→ **Task instructions**
Only the pictures are to be left out; set down the rest of the records exactly.
__________
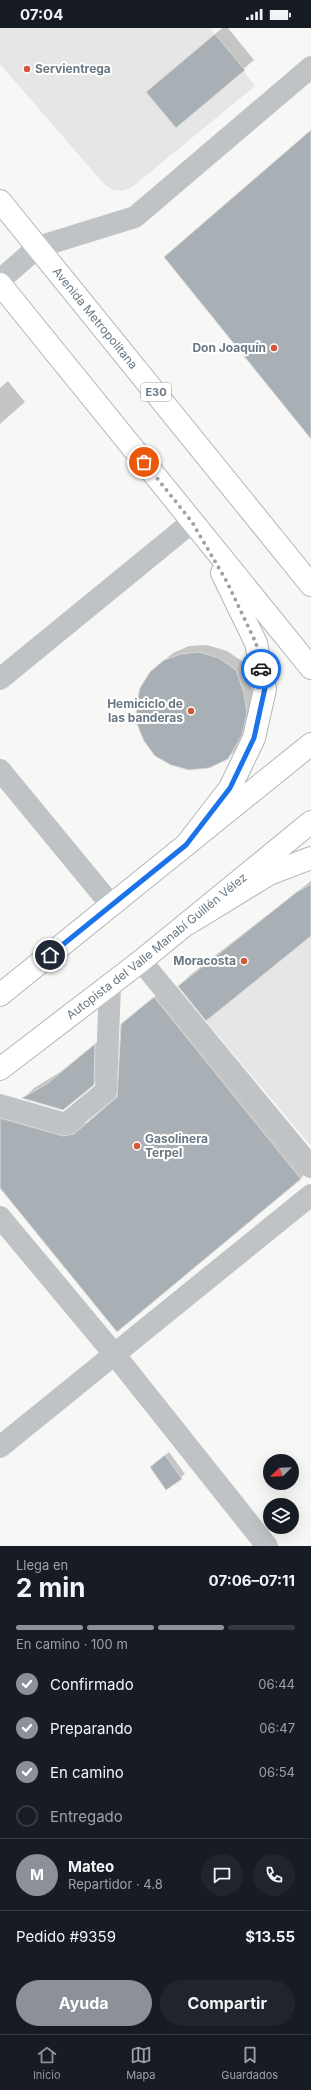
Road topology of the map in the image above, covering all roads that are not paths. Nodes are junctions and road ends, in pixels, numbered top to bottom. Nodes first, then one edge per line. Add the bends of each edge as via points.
1 (311, 67) edge
2 (0, 200) edge
3 (38, 247) junction
4 (0, 280) edge
5 (0, 284) edge
6 (192, 522) junction
7 (311, 585) edge
8 (311, 668) edge
9 (0, 679) edge
10 (311, 744) edge
11 (0, 770) edge
12 (311, 822) edge
13 (186, 845) junction
14 (311, 858) edge
15 (112, 906) junction
16 (189, 923) junction
17 (141, 962) junction
18 (110, 986) junction
19 (0, 995) edge
20 (0, 1069) edge
21 (0, 1105) edge
22 (311, 1167) edge
23 (311, 1195) edge
24 (0, 1217) edge
25 (115, 1355) junction
26 (0, 1447) edge
27 (267, 1546) edge

1 - 3 street via 135,217
2 - 3 main road, Avenida Metropolitana / E30
3 - 4 street
3 - 7 main road, Avenida Metropolitana / E30
5 - 6 main road
6 - 8 main road
6 - 9 street
6 - 13 main road via 227,582 256,643 265,688 254,738 230,788
10 - 13 main road
11 - 15 street
12 - 16 main road, Autopista del Valle Manabí Guillén Vélez
13 - 15 main road
14 - 16 main road via 269,874
15 - 19 main road
16 - 17 main road, Autopista del Valle Manabí Guillén Vélez
17 - 18 main road, Autopista del Valle Manabí Guillén Vélez
17 - 22 street
18 - 20 main road, Autopista del Valle Manabí Guillén Vélez
18 - 21 street via 106,1091 66,1124
23 - 25 street
24 - 25 street
25 - 26 street
25 - 27 street

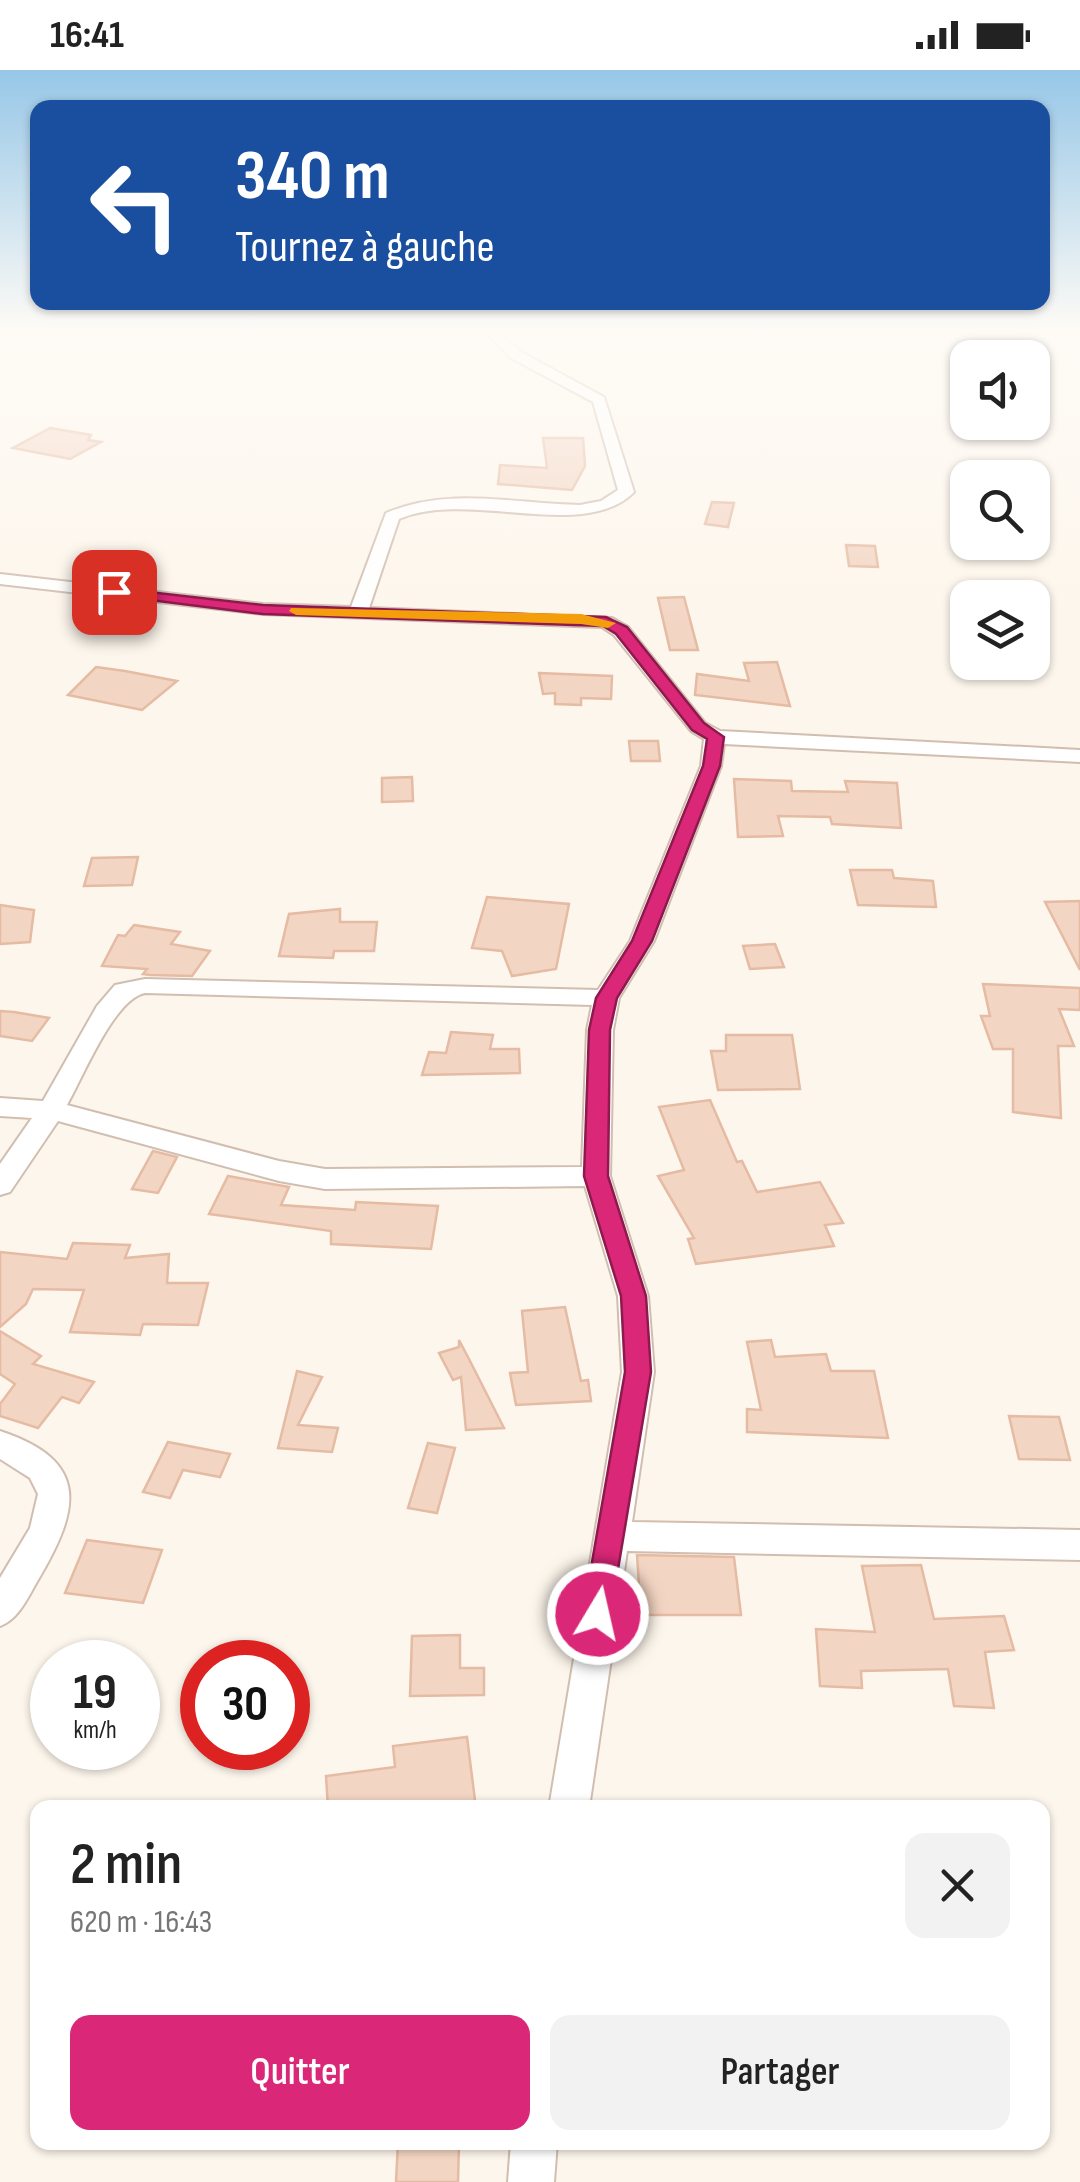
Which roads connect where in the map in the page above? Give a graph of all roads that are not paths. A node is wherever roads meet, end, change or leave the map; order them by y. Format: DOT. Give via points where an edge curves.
graph roads {
  1 [pos="607,429"];
  2 [pos="0,579"];
  3 [pos="358,613"];
  4 [pos="715,737"];
  5 [pos="1080,756"];
  6 [pos="606,998"];
  7 [pos="0,1108"];
  8 [pos="52,1110"];
  9 [pos="596,1176"];
  10 [pos="0,1184"];
  11 [pos="0,1444"];
  12 [pos="610,1536"];
  13 [pos="1080,1545"];
  14 [pos="0,1610"];
  15 [pos="570,1800"];
  16 [pos="533,2150"];
  17 [pos="531,2182"];
  1 -- 3 [label="street" via="626,492 617,501 580,510 448,500 406,507 392,516"];
  2 -- 3 [label="street" via="263,610"];
  3 -- 4 [label="street" via="606,622 621,630 698,726"];
  4 -- 5 [label="street"];
  4 -- 6 [label="street" via="711,766 642,941"];
  6 -- 8 [label="street" via="124,990"];
  6 -- 9 [label="street"];
  7 -- 8 [label="street"];
  8 -- 9 [label="street" via="325,1179"];
  8 -- 10 [label="street"];
  9 -- 12 [label="street" via="633,1296 638,1372"];
  11 -- 14 [label="street" via="51,1478 56,1506"];
  12 -- 13 [label="street"];
  12 -- 15 [label="street"];
  16 -- 17 [label="street"];
}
__________
→ **Answer to the problem**
Road topology of the map in the image above, covering all roads that are not paths. Nodes are junctions and road ends, in pixels, numbered top to bottom. Nodes first, then one edge per line. Add the bends of each edge as via points.
1 (311, 67) edge
2 (0, 200) edge
3 (38, 247) junction
4 (0, 280) edge
5 (0, 284) edge
6 (192, 522) junction
7 (311, 585) edge
8 (311, 668) edge
9 (0, 679) edge
10 (311, 744) edge
11 (0, 770) edge
12 (311, 822) edge
13 (186, 845) junction
14 (311, 858) edge
15 (112, 906) junction
16 (189, 923) junction
17 (141, 962) junction
18 (110, 986) junction
19 (0, 995) edge
20 (0, 1069) edge
21 (0, 1105) edge
22 (311, 1167) edge
23 (311, 1195) edge
24 (0, 1217) edge
25 (115, 1355) junction
26 (0, 1447) edge
27 (267, 1546) edge

1 - 3 street via 135,217
2 - 3 main road, Avenida Metropolitana / E30
3 - 4 street
3 - 7 main road, Avenida Metropolitana / E30
5 - 6 main road
6 - 8 main road
6 - 9 street
6 - 13 main road via 227,582 256,643 265,688 254,738 230,788
10 - 13 main road
11 - 15 street
12 - 16 main road, Autopista del Valle Manabí Guillén Vélez
13 - 15 main road
14 - 16 main road via 269,874
15 - 19 main road
16 - 17 main road, Autopista del Valle Manabí Guillén Vélez
17 - 18 main road, Autopista del Valle Manabí Guillén Vélez
17 - 22 street
18 - 20 main road, Autopista del Valle Manabí Guillén Vélez
18 - 21 street via 106,1091 66,1124
23 - 25 street
24 - 25 street
25 - 26 street
25 - 27 street

Which roads connect where in the map in the page above? Give a graph of all roads that are not paths. A node is wherever roads meet, end, change or leave the map; order them by y. Format: DOT. Give via points where an edge curves.
graph roads {
  1 [pos="607,429"];
  2 [pos="0,579"];
  3 [pos="358,613"];
  4 [pos="715,737"];
  5 [pos="1080,756"];
  6 [pos="606,998"];
  7 [pos="0,1108"];
  8 [pos="52,1110"];
  9 [pos="596,1176"];
  10 [pos="0,1184"];
  11 [pos="0,1444"];
  12 [pos="610,1536"];
  13 [pos="1080,1545"];
  14 [pos="0,1610"];
  15 [pos="570,1800"];
  16 [pos="533,2150"];
  17 [pos="531,2182"];
  1 -- 3 [label="street" via="626,492 617,501 580,510 448,500 406,507 392,516"];
  2 -- 3 [label="street" via="263,610"];
  3 -- 4 [label="street" via="606,622 621,630 698,726"];
  4 -- 5 [label="street"];
  4 -- 6 [label="street" via="711,766 642,941"];
  6 -- 8 [label="street" via="124,990"];
  6 -- 9 [label="street"];
  7 -- 8 [label="street"];
  8 -- 9 [label="street" via="325,1179"];
  8 -- 10 [label="street"];
  9 -- 12 [label="street" via="633,1296 638,1372"];
  11 -- 14 [label="street" via="51,1478 56,1506"];
  12 -- 13 [label="street"];
  12 -- 15 [label="street"];
  16 -- 17 [label="street"];
}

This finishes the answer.